When he awoke his mouth was clammy, and his tongue stuck to his palate. He realized by a hasty glance at the clock that he had scarcely slept a half-hour, and he felt the imperious necessity of going out to get a breath of the fresh night air. The hands on the dial pointed exactly to a quarter of twelve. As he rose and stretched his arms it occurred to him that it was Christmas Eve, and by one of those ironical freaks of the memory, he felt as though he were once more a child, ready to stand his little boot on the hearth before going to bed. Just then old Dronski, one of the pillars of the trade, the traditional Pole, wrapped in the greasy worn cloak adorned with frogs and passementerie, came up to Lucien muttering something behind his dirty grayish beard.

"Lend me five francs, will you, Monsieur? I haven't stirred from this place for two days, and for two whole days seventeen hasn't come out once. You may laugh at me all you like, but I'll bet you my fist that when the clock strikes twelve, seventeen will be the winning number."

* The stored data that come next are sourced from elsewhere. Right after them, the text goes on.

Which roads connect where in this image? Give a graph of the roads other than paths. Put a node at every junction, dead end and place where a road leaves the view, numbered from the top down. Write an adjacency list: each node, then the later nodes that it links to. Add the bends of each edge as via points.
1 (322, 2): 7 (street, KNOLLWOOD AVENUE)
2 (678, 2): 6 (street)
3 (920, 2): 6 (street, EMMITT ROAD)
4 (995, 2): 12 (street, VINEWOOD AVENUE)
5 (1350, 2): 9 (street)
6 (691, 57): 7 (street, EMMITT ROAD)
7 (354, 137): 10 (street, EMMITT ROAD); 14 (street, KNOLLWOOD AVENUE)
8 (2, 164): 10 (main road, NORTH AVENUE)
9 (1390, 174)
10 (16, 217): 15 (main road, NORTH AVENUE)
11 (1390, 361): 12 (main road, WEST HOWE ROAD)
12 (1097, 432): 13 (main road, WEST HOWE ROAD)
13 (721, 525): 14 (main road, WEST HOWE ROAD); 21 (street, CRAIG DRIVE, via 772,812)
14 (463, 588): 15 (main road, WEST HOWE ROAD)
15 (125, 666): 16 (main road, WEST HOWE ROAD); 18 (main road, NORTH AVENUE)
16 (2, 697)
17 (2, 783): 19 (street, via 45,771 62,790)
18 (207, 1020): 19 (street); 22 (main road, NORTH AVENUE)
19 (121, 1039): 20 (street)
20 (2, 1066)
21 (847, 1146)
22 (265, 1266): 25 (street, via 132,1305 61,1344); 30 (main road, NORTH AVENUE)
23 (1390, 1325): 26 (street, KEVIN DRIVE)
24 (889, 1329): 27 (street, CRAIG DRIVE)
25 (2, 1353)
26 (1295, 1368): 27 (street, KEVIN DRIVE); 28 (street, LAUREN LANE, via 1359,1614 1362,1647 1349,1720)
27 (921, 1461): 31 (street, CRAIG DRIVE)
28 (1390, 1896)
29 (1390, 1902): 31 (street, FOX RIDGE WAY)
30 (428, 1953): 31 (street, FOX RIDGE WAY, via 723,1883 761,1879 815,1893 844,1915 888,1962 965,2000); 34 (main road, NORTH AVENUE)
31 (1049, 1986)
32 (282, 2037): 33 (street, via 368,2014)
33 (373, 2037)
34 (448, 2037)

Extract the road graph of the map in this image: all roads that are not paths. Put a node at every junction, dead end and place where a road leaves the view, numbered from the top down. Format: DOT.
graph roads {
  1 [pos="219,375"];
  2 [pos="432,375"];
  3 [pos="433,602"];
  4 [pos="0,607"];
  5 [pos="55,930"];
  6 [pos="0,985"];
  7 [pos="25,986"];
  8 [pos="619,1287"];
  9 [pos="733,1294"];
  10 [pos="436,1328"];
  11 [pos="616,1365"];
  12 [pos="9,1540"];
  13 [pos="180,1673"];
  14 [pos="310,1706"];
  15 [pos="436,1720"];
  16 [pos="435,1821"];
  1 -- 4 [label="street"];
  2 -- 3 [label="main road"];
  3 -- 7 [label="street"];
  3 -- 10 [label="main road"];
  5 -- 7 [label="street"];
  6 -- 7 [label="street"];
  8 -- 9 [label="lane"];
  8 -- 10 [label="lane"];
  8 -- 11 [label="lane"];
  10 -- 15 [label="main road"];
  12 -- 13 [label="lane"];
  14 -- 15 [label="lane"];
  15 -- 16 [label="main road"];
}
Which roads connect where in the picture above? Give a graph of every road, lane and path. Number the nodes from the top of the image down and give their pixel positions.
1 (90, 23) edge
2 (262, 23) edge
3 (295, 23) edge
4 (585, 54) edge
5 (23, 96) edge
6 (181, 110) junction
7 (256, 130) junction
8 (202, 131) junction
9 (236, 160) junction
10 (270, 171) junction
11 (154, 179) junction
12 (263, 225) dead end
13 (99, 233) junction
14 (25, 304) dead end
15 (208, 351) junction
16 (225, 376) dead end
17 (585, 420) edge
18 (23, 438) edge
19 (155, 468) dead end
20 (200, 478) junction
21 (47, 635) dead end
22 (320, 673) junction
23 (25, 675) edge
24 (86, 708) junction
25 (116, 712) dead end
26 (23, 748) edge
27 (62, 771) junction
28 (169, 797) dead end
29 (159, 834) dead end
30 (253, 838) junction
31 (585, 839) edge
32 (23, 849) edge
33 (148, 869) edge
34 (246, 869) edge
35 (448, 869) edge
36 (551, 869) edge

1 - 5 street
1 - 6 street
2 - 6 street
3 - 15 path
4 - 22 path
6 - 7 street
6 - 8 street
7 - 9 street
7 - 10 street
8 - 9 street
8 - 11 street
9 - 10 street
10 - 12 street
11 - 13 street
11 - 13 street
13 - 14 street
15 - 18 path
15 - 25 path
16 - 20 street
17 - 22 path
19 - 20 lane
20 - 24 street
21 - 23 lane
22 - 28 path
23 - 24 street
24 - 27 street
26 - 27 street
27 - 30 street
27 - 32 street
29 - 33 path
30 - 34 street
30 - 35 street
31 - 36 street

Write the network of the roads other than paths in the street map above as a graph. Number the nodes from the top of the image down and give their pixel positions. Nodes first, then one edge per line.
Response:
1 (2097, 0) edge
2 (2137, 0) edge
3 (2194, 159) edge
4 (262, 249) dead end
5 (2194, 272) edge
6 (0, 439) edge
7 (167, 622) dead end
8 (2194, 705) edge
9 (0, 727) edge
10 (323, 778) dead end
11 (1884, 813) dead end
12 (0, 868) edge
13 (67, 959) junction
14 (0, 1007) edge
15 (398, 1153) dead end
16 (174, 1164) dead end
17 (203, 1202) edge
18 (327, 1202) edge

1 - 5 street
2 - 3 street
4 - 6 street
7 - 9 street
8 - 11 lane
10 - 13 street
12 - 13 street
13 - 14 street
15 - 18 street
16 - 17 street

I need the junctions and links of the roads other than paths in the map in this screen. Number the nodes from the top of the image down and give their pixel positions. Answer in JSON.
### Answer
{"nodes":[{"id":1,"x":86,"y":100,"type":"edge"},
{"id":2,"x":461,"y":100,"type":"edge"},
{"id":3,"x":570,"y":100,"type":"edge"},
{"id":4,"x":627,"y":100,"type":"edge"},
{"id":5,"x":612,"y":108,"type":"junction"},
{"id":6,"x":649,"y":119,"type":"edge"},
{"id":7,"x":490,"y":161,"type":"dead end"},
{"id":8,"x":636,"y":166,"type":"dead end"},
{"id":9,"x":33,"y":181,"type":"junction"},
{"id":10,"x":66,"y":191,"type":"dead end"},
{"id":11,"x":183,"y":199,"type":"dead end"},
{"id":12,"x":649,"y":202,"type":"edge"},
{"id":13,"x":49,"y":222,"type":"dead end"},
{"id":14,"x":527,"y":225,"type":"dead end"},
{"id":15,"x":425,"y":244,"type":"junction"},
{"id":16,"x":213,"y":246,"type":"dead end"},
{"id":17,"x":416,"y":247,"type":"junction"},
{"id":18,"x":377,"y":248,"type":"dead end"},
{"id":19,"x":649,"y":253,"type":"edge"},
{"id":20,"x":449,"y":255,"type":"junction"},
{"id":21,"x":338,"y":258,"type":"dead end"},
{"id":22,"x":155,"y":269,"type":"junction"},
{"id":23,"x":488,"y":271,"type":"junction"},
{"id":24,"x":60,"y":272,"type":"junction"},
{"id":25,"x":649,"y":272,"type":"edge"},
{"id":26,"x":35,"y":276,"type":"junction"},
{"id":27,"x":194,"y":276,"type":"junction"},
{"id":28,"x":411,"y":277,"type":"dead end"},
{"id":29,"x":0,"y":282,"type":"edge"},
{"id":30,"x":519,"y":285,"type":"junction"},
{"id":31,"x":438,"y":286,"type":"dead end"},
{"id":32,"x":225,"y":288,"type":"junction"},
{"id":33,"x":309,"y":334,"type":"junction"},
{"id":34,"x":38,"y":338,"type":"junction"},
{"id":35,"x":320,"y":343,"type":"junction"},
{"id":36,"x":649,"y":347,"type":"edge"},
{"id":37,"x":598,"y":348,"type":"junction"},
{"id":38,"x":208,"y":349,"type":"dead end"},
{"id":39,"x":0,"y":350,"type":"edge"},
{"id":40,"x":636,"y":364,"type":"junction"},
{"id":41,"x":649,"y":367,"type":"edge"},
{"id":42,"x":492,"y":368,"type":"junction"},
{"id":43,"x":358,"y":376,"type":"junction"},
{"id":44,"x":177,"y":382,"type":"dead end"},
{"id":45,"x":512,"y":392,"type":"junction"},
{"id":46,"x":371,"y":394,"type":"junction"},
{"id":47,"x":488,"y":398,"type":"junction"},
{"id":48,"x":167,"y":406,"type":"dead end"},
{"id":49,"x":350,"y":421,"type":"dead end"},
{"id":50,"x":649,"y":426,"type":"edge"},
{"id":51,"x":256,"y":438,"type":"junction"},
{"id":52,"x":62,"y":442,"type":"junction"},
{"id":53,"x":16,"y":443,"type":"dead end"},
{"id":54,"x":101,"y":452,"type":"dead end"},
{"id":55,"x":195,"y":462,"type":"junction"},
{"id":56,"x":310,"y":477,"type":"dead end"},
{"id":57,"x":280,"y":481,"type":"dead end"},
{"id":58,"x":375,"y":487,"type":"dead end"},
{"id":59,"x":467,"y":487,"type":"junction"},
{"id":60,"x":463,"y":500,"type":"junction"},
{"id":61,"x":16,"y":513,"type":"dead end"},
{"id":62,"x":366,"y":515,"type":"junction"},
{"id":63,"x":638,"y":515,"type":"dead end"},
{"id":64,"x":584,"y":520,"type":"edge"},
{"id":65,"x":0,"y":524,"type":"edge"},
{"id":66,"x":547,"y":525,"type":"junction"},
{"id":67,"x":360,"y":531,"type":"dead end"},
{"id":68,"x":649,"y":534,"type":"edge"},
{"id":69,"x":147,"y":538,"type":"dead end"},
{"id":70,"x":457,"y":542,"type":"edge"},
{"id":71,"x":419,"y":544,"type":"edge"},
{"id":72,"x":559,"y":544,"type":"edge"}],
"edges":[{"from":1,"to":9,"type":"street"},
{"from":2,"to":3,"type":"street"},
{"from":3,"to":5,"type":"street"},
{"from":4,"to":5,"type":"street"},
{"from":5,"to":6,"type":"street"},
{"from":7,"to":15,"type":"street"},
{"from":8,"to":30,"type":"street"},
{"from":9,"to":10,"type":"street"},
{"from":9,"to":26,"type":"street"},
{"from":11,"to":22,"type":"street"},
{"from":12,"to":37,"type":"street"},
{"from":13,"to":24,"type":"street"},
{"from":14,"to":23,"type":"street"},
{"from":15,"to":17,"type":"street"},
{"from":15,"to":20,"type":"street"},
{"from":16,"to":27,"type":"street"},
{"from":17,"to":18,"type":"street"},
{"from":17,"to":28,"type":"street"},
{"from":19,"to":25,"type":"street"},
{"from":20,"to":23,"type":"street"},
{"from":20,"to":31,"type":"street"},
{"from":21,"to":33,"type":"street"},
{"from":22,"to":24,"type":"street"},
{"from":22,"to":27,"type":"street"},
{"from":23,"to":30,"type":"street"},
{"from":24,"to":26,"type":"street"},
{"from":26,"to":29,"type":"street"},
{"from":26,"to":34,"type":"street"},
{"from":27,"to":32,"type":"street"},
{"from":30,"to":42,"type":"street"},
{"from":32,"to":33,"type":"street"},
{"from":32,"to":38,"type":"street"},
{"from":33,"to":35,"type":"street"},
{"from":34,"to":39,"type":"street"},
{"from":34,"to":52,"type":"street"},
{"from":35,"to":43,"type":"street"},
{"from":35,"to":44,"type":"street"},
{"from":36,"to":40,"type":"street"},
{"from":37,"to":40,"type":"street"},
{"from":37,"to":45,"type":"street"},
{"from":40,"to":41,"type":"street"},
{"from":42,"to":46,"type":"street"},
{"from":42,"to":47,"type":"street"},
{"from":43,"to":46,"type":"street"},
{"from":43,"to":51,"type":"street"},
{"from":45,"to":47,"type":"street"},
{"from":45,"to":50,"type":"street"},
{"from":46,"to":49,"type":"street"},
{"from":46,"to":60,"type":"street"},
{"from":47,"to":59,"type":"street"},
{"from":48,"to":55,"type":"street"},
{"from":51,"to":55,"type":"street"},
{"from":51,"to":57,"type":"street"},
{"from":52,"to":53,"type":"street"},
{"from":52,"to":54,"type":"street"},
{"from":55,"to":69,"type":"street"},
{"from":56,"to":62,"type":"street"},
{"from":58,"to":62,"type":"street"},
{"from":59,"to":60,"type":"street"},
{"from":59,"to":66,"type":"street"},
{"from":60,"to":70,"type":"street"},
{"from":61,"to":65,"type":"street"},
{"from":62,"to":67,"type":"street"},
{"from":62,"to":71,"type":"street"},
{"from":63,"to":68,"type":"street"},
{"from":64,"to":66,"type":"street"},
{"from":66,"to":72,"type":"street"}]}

Lucien de Hem shrugged his shoulders; and fumbling through his pockets, he found that he had not even money enough to comply with that feature of gambling etiquette known among the frequenters of the establishment as "the Pole's hundred cents." He passed into the antechamber, put on his hat and cloak, and disappeared down the narrow stairway with the agility of people who have a fever. During the four hours which Lucien had spent in the den it had snowed heavily, and the street, one of those narrow wedges between two rows of high buildings in the very heart of Paris, was intensely white. Above, in the calm blue black of the sky, cold stars glittered. The exhausted gambler shivered under his furs, and hurried along with a blank despair in his heart, thinking of the pistols that awaited him in the top drawer of his dressing-table. He had not gone a hundred feet when he stopped suddenly before a heart-rending spectacle.

On a stone bench, near the monumental doorway of a wealthy residence, sat a little girl six or seven years old, barely covered by a ragged black gown. She had fallen asleep there in spite of the bitter cold, her body bent forward in a pitiful posture of resigned exhaustion. Her poor little head and her dainty shoulder had moulded themselves into the angle of the freezing wall. One of her worn slippers had fallen from her dangling foot and lay in the snow before her. Lucien de Hem mechanically thrust his hand into his vest-pocket, but he remembered that he had not even been able to fee the club waiter. He went up to the child, however, impelled by an instinct of pity. He meant, no doubt, to pick her up and take her home with him, to give her shelter for the night, when suddenly he saw something glitter in the little slipper at his feet. He stooped. It was a louis-d'or.

Some charitable soul—a woman, no doubt—had passed there, and at the pathetic sight of that little shoe in the snow had remembered the poetic Christmas legend, and with discreet fingers had dropped a splendid gift, so that the forsaken little one might still believe in the presents of the Child-Christ, and might awake with renewed faith in the midst of her misery.